Two-sidedness of Biden administration's one-China policy

Source
China Military Online
Editor
Li Wei
Time
2021-02-09 18:47:01

By Xiong Xing

The one-China policy has always been the political foundation for developing China-US relations. Still, the Biden administration hasn't yet made an official statement about its attitude toward this policy since it took office.

Until February 3, local time, when asked if the Biden administration supports the one-China policy at a regular briefing, US State Department spokesman Ned Price said "Yes...our policy has not changed…"

Both Beijing and Washington are on the "wait-and-see" mode regarding bilateral ties. Yang Jiechi, a member of the Political Bureau of the Communist Party of China (CPC) Central Committee and director of the Office of the Foreign Affairs Commission of the CPC Central Committee, expounded on China's position in a recent statement. He underscored China's concern over the Taiwan question, which involves China's core interests, and called for both China and the United States to restore the relationship to a constructive and predictable track of development.

Nevertheless, the Biden administration has kept toeing the red line since taking office, and the cross-Strait situation seems to be heating up again, with the US Navy's aircraft carrier USS Theodore Roosevelt sailing into the South China Sea via Bashi Channel.

The recent moves by the US indicate an apparent two-sidedness. On the one hand, it seems to be releasing goodwill signals to rebuild mutual trust with China and continue to work together in areas of common interests such as climate change. On the other hand, it has resumed the "strategic ambiguity" approach toward Taiwan to have it both ways and curb China's development by playing the so-called "Taiwan card".

During Trump's term, America's China strategy and policy changed drastically, which led to confrontation and conflicts in diplomatic, economic and trade, sci-tech, and many other fields, and intensified frictions and contradictions became the normal state of bilateral relation.
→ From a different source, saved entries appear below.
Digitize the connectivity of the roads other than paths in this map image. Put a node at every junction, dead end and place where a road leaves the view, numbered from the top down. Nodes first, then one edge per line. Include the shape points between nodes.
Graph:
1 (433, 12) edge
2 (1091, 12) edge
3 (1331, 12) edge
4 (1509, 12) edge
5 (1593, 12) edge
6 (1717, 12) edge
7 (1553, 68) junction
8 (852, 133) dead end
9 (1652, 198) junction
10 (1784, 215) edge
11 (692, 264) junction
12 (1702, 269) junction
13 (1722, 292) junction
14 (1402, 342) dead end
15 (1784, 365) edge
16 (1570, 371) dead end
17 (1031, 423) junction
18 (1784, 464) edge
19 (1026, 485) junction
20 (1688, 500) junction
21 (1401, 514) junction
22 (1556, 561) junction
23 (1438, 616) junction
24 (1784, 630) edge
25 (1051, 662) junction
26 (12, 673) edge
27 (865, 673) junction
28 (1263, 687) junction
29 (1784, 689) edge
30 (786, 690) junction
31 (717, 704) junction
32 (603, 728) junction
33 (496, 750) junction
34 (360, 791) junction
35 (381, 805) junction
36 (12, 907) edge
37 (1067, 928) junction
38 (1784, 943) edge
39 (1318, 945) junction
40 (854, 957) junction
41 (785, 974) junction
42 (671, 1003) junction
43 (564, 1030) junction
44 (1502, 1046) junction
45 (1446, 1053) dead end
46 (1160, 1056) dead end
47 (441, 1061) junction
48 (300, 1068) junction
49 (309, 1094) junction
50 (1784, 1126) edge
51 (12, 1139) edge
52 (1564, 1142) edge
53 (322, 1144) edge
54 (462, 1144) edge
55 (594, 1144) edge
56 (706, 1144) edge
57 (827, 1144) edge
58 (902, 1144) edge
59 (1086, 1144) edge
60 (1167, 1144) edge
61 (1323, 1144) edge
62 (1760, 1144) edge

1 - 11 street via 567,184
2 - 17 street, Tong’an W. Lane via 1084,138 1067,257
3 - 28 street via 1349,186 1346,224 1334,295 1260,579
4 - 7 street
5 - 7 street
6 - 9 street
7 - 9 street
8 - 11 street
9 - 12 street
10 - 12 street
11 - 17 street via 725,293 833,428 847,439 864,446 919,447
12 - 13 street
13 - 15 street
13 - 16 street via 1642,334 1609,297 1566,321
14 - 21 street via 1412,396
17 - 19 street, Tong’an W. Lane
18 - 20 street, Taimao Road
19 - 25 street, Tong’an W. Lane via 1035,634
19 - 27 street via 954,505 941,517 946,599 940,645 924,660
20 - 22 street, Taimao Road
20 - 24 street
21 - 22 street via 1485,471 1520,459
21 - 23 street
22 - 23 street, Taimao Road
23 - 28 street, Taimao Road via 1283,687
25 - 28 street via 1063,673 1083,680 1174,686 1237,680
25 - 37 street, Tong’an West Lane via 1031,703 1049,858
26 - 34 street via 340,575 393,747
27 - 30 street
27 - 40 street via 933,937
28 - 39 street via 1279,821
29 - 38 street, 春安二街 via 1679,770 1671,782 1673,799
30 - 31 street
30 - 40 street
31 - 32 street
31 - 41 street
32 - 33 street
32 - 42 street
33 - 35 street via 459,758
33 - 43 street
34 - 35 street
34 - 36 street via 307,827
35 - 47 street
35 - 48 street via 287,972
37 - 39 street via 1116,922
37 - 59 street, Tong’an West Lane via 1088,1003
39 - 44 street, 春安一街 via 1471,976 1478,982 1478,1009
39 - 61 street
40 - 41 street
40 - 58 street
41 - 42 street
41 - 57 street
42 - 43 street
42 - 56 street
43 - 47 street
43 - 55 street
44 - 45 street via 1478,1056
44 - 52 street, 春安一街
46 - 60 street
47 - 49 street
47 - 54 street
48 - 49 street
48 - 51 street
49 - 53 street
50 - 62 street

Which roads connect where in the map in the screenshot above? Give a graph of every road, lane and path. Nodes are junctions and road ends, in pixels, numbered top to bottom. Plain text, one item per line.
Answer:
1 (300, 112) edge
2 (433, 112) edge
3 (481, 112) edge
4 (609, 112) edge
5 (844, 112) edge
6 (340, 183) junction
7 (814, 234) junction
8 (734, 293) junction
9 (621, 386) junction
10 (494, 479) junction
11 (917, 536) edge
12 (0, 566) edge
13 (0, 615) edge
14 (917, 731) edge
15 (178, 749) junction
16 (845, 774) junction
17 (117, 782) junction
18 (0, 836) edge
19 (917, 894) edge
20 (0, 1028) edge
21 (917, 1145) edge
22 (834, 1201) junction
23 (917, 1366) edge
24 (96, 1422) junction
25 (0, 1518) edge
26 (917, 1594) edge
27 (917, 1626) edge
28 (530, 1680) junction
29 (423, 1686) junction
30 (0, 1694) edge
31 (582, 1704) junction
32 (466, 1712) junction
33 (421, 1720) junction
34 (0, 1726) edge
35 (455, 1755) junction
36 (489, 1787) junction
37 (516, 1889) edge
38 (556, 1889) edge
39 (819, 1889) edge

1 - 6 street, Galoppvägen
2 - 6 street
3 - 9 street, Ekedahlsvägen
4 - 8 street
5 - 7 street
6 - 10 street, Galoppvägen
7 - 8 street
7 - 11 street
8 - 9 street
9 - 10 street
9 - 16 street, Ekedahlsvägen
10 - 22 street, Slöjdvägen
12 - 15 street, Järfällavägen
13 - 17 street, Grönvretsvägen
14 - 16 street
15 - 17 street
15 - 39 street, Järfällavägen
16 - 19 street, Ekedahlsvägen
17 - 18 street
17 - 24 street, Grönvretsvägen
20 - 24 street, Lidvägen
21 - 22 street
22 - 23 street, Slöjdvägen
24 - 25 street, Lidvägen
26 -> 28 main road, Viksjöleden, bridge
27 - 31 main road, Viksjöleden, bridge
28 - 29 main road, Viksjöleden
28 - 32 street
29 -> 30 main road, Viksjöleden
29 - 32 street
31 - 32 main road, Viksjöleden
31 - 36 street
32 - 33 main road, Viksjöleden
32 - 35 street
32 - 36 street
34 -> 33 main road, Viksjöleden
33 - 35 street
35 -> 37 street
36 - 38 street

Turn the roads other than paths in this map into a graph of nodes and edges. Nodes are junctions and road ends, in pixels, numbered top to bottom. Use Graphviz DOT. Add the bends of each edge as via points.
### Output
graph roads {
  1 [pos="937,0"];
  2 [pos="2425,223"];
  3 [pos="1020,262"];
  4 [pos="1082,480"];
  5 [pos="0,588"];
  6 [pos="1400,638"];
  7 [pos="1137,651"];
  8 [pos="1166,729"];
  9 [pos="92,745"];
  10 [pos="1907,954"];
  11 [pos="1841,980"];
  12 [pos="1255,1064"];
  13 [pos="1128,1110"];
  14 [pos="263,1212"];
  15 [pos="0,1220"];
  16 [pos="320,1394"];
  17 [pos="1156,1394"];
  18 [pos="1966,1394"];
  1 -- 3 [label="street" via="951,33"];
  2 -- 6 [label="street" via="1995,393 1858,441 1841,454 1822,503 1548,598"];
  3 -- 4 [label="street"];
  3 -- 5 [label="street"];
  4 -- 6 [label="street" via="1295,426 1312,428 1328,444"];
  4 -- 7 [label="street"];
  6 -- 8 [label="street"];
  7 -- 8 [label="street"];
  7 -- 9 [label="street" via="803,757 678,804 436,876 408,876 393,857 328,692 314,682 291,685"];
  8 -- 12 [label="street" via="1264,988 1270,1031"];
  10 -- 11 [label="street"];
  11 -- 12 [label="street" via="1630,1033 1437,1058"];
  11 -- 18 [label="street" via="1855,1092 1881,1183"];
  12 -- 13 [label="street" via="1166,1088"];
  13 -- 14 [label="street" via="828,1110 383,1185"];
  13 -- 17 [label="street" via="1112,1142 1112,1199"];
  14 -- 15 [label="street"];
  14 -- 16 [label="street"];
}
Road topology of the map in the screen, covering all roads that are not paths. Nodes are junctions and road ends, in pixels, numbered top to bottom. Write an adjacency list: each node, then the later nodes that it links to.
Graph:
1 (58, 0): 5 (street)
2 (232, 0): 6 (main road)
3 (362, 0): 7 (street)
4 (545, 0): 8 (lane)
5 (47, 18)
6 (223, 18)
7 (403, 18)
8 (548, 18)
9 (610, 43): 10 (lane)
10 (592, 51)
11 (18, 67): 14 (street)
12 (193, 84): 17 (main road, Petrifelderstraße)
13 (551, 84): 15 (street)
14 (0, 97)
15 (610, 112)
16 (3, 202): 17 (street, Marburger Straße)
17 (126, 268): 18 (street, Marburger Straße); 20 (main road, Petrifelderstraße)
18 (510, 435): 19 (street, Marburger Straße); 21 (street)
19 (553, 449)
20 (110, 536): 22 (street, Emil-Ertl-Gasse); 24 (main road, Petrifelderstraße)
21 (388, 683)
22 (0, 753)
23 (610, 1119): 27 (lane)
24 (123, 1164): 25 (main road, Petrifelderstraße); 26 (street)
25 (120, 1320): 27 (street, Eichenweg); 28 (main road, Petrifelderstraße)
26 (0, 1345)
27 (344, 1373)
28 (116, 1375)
In particular, the Trump administration signed several acts related to Taiwan, kept promoting arms sales to Taiwan, and even dispatched government officials to visit Taiwan, seriously trespassing the red line of China-US ties.

An overview of the views and statements on foreign policy by Biden himself and the key members of his team such as Blinken, Sullivan, and Campbell shows that the new administration's main objective on the diplomatic front is to repair the damages done by unilateralism, protectionism and isolationism forced by the Trump administration. Upholding pragmatism, the new administration will attach importance to multilateralism, work with allies, return to the international stage and rebuild America’s "global leadership".

As to its China policy, the future China-US relationship won't be as bumpy as that during Trump's term, but the US won't slacken its containment of China either, giving rise to a situation where contact and containment, competition and cooperation will coexist in parallel. In his first foreign policy speech delivered on February 4, Biden said China is America's "most serious competitor" and his country "are ready to work with Beijing when it’s in America's interest to do so".

It is foreseeable that the Biden administration will resume the “strategic ambiguity” approach to the relation across the Taiwan Strait. As far as national interests are concerned, pursuing maximal national interests is the core of America’s China policy, and its long-term goal is to keep the states of "no unification, no independence and no use of force" in Taiwan question. That way it can get to stay unscathed between the two sides and keep China at bay to the greatest extent possible.

(The author Xiong Xing is a senior researcher at the Center for Taiwan & East Asian Studies, Central China Normal University.)

Editor's note: This article is originally published on china.com.cn, and is translated from Chinese into English and edited by the China Military Online. The information, ideas or opinions appearing in this article do not necessarily reflect the views of eng.chinamil.com.cn.